Шрифт:
— Твое любимое: из подвалов «Нового света», коллекционное. Неожиданно купил в ресторане поезда. Со времени нашего медового месяца в Крыму вкусней новосветского шампанского ничего не пил.
— Ты, кажется, хотел удостовериться, что я — это я?
— Я удостоверился в том, что ты прекрасна, как прежде, но желанней, чем раньше.
— Не хватает лишь тоста на кавказский манер.
— Что бы я делал в мире без тебя?
— Чего бы ты ни делал, тебя почти нет. Ты — робот.
— Наташенька, тост: пусть преданность делу не переходит в трудовой идиотизм и не служит целям самоуничтожения.
Чокаются. Пьют.
— Если бы ты женился на Инне, интересно, каким бы ты стал?
— Помнишь сердолики Кара-Дага?
— Ты у нас специалист по самоцветам.
— Лучший из лучших сердолик без трещин, в голубовато-белой оболочке. Оболочка оберегает от губительного воздействия моря, перепада температур, ветра. Ювелир снимает оболочку, и сердолик открывается во всей сказочной наготе.
— Комплиментщик.
— Одна любовь нас спасает от пагубного воздействия жизни, другая — обрекает на горе, на падение, на гибель. С Инной я был бы...
— Не пытайся доказать, что ты счастлив со мной.
— И не собираюсь доказывать.
Та же комната. В окне — луна. Предметы силуэтно черны. Лица Натальи и Касьянова, лежащих в постели, светятся.

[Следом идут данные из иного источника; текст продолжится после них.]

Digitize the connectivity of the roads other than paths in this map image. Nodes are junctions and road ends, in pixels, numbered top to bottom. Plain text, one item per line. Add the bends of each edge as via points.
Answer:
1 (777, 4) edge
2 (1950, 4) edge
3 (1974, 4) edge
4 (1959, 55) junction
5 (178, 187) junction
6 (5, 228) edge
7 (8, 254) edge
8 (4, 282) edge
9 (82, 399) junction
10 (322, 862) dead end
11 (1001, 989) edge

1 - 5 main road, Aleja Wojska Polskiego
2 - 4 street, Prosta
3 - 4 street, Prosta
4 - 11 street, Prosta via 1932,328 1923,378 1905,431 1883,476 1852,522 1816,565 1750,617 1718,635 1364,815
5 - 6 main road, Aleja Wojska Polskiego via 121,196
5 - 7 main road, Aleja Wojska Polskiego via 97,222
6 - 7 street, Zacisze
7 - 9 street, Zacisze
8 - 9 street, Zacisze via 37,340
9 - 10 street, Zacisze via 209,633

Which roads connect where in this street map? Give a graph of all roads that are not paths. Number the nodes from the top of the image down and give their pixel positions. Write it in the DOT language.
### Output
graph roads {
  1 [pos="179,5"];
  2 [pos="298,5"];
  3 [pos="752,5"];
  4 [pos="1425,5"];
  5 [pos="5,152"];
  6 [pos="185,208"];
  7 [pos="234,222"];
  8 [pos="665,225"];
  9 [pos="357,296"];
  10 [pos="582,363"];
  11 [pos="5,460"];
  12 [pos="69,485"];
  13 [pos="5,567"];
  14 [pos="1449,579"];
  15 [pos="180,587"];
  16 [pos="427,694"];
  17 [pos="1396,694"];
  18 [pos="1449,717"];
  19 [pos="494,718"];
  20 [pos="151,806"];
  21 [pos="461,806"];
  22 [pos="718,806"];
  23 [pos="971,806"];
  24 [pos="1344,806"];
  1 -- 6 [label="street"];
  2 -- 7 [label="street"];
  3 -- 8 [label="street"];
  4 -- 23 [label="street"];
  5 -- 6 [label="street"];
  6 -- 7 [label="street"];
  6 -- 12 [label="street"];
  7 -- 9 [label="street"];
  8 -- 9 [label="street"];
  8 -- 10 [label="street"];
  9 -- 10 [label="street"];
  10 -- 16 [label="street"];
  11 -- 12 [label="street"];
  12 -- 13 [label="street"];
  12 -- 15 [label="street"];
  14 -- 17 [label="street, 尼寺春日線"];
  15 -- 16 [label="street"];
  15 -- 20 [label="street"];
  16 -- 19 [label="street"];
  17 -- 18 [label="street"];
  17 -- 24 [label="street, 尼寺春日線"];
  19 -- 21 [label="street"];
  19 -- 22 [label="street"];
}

— Знаешь, Маратка, без тебя я спасалась твоими стихами. Помнишь стихотворение «В Планерское входит лето»?
— Забыл.
— Почитать?
— Ага.
— В Планерское входит лето. По горам — Горицветы, горицветы Тут и там, тут и там. Горицвет, он цветом в вина — Рислинг и мускат, В гроздья зимние рябины, В ветровой закат. В чашечке его лощеной Бродят сны детей, И нектар здесь пьет точеный Горный соловей. Мы с тобой легки на ногу, А душой чисты. Восхождение, ей-богу, В небо красоты!Внезапно зазвонил телефон.
— Не бери трубку.
— Ты что?!
Он схватил Наталью за руку.
— Немедленно отпусти.
— Глубокая ночь ведь.
Наталья вырвалась. Села на край постели. Трубка возле уха.
— Я слушаю. Марат, и ты слушай.
Мальчишеский голос из трубки:
— Доктор, мамка умирает,
— Игорь, я сейчас.
Из трубки доносится рев.
— Я бегу, Игорь. Марат, это неподалеку. Славная женщина. Работала стеклодувом. Рак печени.
— И я с тобой.
— Расстроишься. Отдыхай. Закрою ей глаза, посижу с Игорем и вернусь.
— Я с тобой.
Они быстро идут через сосновую рощу, минуют больницу, входят в крупнопанельный дом.
Игорь стоит возле спинки кровати, на которой умирает мать. Он безмолвно плачет. У изголовья умирающей сидит на табурете рослая женщина Лукьяновна.
Обернулась на шаги Натальи с Касьяновым.
— Отходит.
Встала, уступая Наталье табурет, протянула ей два царских пятака, Наталья взяла пятаки в правую руку, левую положила на лоб умирающей.
— Зеркальце дать?
Наталья отрицательно поводили головой. Она посидела так несколько минут и положила пятаки в глазницы умершей.
Лукьяновна установила пюпитр под шелковым абажуром, положила на него «Библию».
Игорь пересек комнату, упал на свою кровать. Касьянов сел рядом с ним, кружил ладонью по волосам. Лукьяновна подошла к Наталье.
— Я почитаю?
— Она верила в бога?
— Несчастье склоняет к богу.
— Завещала?
— До самого последу надеялась поправиться.
— Вы из церкви? — спросил Марат Лукьяновну.
— Лукьяновна не читальщица. Просто добрая душа. Без семьи. Где горе, там и помогает без корысти.
— Жила. Преставилась. Че ж, так она и должна лежать и никто над ней не скажет ничего? Сыну будет легче.
— Почитай, Лукьяновна, — сказала Наталья.
— Че?
— А на чем раскроешь.
Лукьяновна наугад раскрыла «Библию», тихо промолвила:
— Книга «Руфь». «В те дни, когда правили судьи, случился голод на земле».